Laut dem Mitglied des AOK Vorstandes Matthias Mohrmann herrscht Ärztemangel in Deutschland: „In Kombination mit dem demografischen Wandel entsteht eine stetig wachsende Versorgungslücke.“ Zukünftig soll „Monika“ diese Lücke schließen. Am Donnerstagmorgen stellten die AOK Rheinland/ Hamburg und das Regionale Gesundheitsnetz Leverkusen ihre gemeinsame Versorgungsinitiative vor. Durch eine intensivere Betreuung von mehrfach erkrankten Menschen soll einer Verschlechterung ihres Gesundheitszustandes vorgebeugt werden. Das Angebot richtet sich vor allem an Patienten mit einer fortgeschrittenen Pumpschwäche des Herzens auch Herzinsuffizienz genannt, chronisch obstruktiven Lungenerkrankung oder peripheren arteriellen Verschlusskrankheit im Raum Leverkusen.

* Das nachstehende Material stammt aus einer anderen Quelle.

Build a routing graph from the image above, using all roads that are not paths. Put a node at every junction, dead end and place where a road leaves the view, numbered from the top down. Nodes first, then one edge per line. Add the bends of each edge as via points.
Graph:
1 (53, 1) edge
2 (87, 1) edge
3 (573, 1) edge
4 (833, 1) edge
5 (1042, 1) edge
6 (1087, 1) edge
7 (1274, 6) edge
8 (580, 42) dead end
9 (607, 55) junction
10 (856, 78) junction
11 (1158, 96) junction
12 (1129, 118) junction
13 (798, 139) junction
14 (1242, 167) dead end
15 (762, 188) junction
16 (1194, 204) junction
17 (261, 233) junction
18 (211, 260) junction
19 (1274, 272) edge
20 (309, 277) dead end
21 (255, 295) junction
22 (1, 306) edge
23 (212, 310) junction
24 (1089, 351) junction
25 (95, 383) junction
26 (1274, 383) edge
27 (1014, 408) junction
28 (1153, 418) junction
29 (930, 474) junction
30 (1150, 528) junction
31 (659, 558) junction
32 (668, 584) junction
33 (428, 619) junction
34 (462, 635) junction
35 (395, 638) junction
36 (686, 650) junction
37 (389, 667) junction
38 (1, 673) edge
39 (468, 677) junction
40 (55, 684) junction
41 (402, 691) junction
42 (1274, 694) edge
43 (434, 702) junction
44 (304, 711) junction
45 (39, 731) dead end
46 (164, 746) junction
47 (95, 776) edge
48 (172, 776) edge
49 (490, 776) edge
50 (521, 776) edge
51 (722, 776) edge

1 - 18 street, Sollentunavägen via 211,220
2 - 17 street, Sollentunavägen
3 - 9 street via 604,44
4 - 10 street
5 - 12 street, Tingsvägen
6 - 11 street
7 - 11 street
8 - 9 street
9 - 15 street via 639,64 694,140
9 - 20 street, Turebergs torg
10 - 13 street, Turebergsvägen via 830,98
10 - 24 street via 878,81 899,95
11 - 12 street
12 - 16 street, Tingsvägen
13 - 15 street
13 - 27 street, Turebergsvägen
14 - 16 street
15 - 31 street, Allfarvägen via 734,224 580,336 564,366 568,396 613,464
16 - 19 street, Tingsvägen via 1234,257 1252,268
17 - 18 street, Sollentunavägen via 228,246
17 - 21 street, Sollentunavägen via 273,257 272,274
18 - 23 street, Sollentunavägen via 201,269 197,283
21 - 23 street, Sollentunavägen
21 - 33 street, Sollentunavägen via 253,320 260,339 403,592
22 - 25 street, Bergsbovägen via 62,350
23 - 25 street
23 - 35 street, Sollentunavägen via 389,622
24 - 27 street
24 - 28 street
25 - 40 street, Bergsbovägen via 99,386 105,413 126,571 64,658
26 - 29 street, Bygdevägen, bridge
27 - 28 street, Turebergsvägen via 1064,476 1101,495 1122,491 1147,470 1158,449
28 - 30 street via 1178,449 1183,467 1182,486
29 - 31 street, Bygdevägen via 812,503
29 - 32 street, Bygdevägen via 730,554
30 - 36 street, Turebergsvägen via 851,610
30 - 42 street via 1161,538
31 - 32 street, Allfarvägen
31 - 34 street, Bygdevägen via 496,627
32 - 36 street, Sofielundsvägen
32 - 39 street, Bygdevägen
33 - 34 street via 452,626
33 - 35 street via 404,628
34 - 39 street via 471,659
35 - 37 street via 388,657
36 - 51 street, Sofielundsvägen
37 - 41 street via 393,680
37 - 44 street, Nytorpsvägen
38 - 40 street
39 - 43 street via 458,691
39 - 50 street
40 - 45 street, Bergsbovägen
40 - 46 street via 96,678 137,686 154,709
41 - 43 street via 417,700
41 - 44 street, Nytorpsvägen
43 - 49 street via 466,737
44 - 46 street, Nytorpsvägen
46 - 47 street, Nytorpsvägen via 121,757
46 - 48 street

Lediglich AOK-Versicherte können an dem Pilotprojekt teilnehmen. Das Kernobjekt des Programms sind die speziell geschulten Monitoring- und Kommunikationsassistentinnen, kurz „Monikas“. Sie sollen die bestehende Struktur aus Patienten und Ärzten optimieren. „Durch eine intensive Begleitung wird die Selbstständigkeit und Therapietreue der Erkrankten gestärkt“, erklärte Nicole Balke vom Gesundheitsnetz. Derzeit sind fünf „Monikas“ beim regionalen Gesundheitsnetz angestellt und werden von insgesamt 80 Haus- und Fachärzten fallbezogen eingesetzt. Die Behandlung eines mehrfach Erkrankten wird in der Regel von verschiedenen Ärzten durchgeführt.
Durch die Nutzung einer elektronischen Patientenkarte, kann die Kommunikation zwischen den unterschiedlich behandelnden Medizinern erleichtert werden. Die Pflegekraft ist in diesem Projekt die leitende Hand. Im persönlichen Kontakt kann „Monika“ medizinische Werte und Erkenntnisse der Patienten gewinnen und diese digital an den behandelnden Arzt übermitteln.
So erhalten die beteiligten Ärzte einen Gesamtüberblick über den Gesundheitszustand des Patienten. „Durch die digitale Vernetzung wird die Versorgungsqualität verbessert. Von beteiligten Ärzten wird das Projekt als enorme Arbeitserleichterung angesehen“, sagte Mohrmann. Laut Nicole Balke ist auch die medikamentöse Behandlung durch das Programm transparenter: „Die Einnahme der Arzneimittel wird von unserem Fachpersonal kontrolliert.“
Auch die wirtschaftlichen Aspekte müsse man berücksichtigen. „Durch die vorbeugenden Maßnahmen entfällt ein überflüssiger Transport in ein Krankenhaus sowie der Wochenendaufenthalt in einer Klinik“, erklärte Mohrmann. Vor zwei Jahren präsentierte das Gesundheitsnetz gemeinsam mit der pronova BKK ein ähnliches Pilotprojekt mit dem Namen „Mambo“. Auch hier stand die Verbesserung des Versorgungsnetzwerkes im Vordergrund. Das „Mamboprojekt“ erhielt Fördermittel aus dem Innovationsfonds und endet Mitte 2020.
Auch „Monika“ ist ein Pilotprojekt, doch finanziert wird das Versorgungsprogramm nicht über einen Fonds sondern von der AOK. In den kommenden zwei Jahren wolle man bis zu 370 Menschen betreuen.